An alluring take on same-sex love!
Carol isn’t just a self-exploration sojourn of Therese Belivet; it is so much more. With an enchanting screenplay to keep us company, Carol walks with a constant finesse depicting human emotions in a beautiful way. You can’t help but feel for the characters as they carry the right gusto in their acts.
Rooney Mara is simply outstanding. She carries a face of innocence that reads confusion quite often, whilst trying to learn the ways of her character. Coming to her aid is the voluptuous Carol Aird played by Cate Blanchett, whose life is torn apart owing to an ongoing divorce scene that hurls her into fits of melancholia.
The way Todd Haynes traverses the camera from a gutter to a third person perspective by capturing the rattling and chugging of a train in the backdrop, to reach the protagonists having a conversation on a table speaks volume of his sheer genius. Right there the prologue gets painted, and memories gush in from the past through the mist of the car window, as Therese Belivet (Rooney Mara) gawks at the city, being indifferent to the talks of the mundane.

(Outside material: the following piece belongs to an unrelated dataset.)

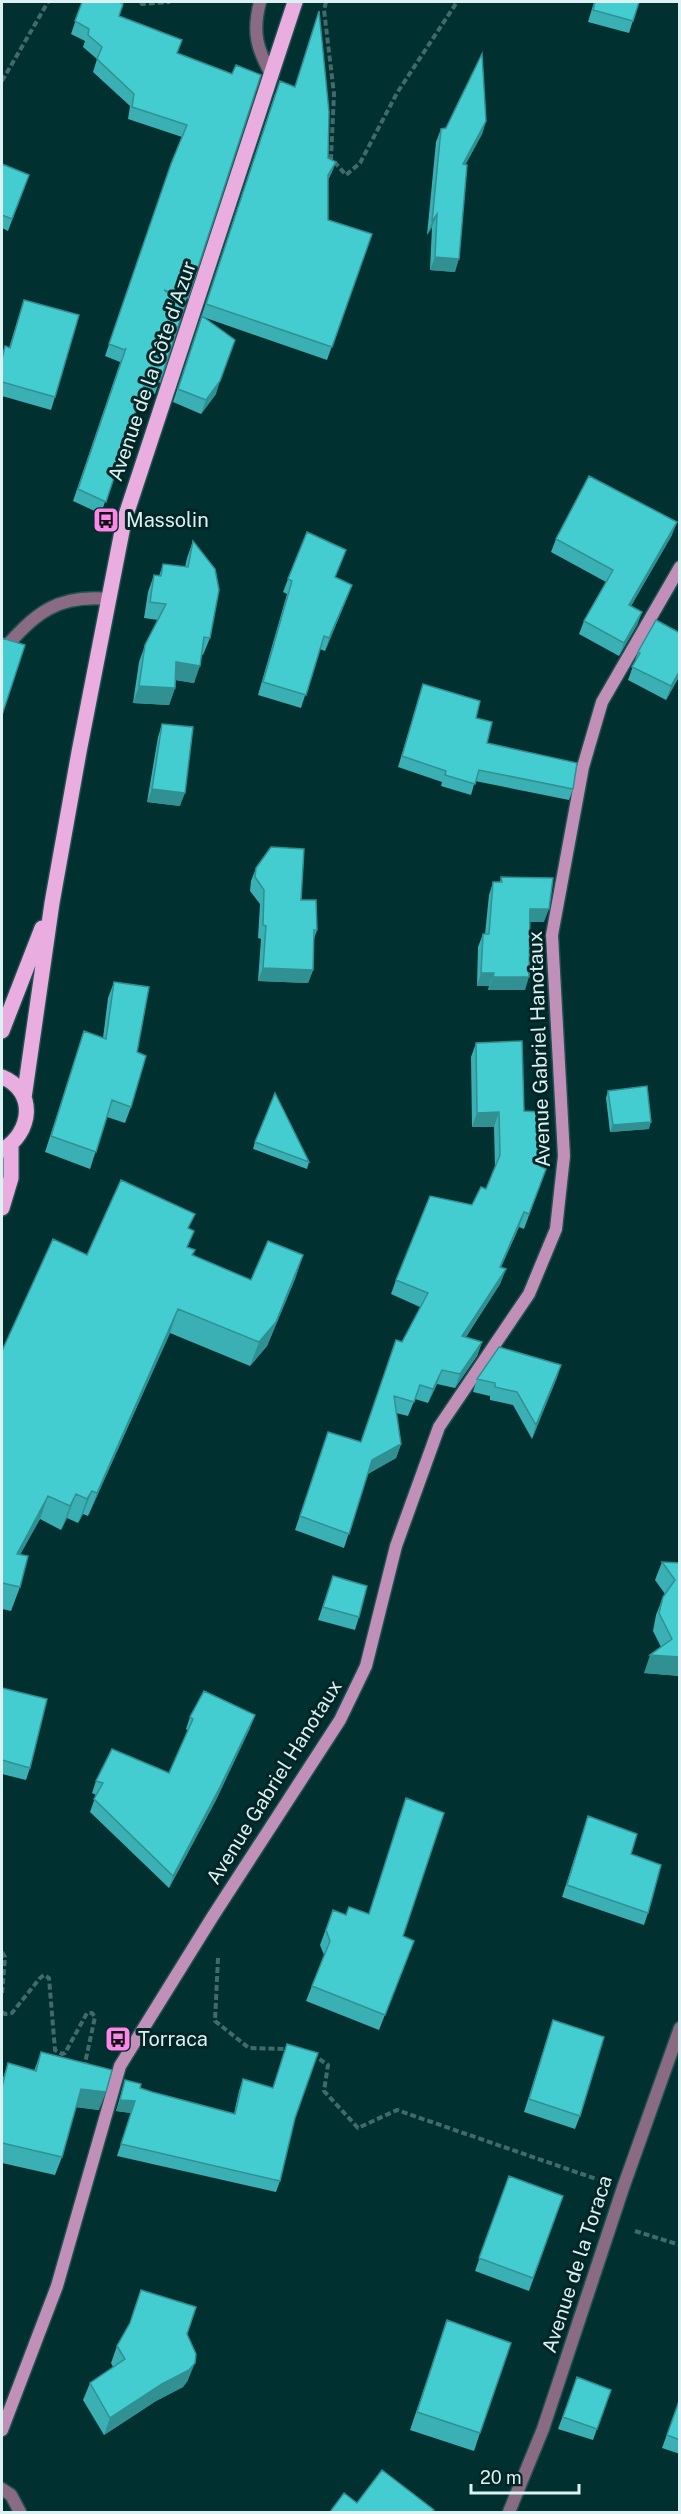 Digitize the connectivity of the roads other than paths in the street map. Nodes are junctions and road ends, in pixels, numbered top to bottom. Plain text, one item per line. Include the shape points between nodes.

It is a beautiful way of depicting movie frames which Haynes seems to have mastered. He nails them like a pro. Complements Todd brilliantly in the background with an enthralling profound score is Carter Burwell, whose music is placed at right scenes, to make you feel the flick’s endearing rhythm.
“My angel, flung out of space.”
Love has so many forms. It goes beyond age and sex, and Patricia Highsmith’s story couldn’t cover it better. With a genius like Todd to help us crawl alongside the frames, the movie forever stays in empathetic waters. With spectacular performances by Cate and Rooney, the movie reaches a pinnacle of emotions. Little things, like when Therese notices minute details in Carol whilst she drives, and when she shows up eventually with a quivering heart hoping that she would see her are all brilliantly shot.
The movie’s drama at times misses on milking Carol’s love for Therese. Her life’s atrocities fail to cash in on the love she feels for Therese, and that’s where the flick appears to have dwindled. But still Haynes manages to keep the juices flowing and what we have in the end is a magnificent project in melodrama.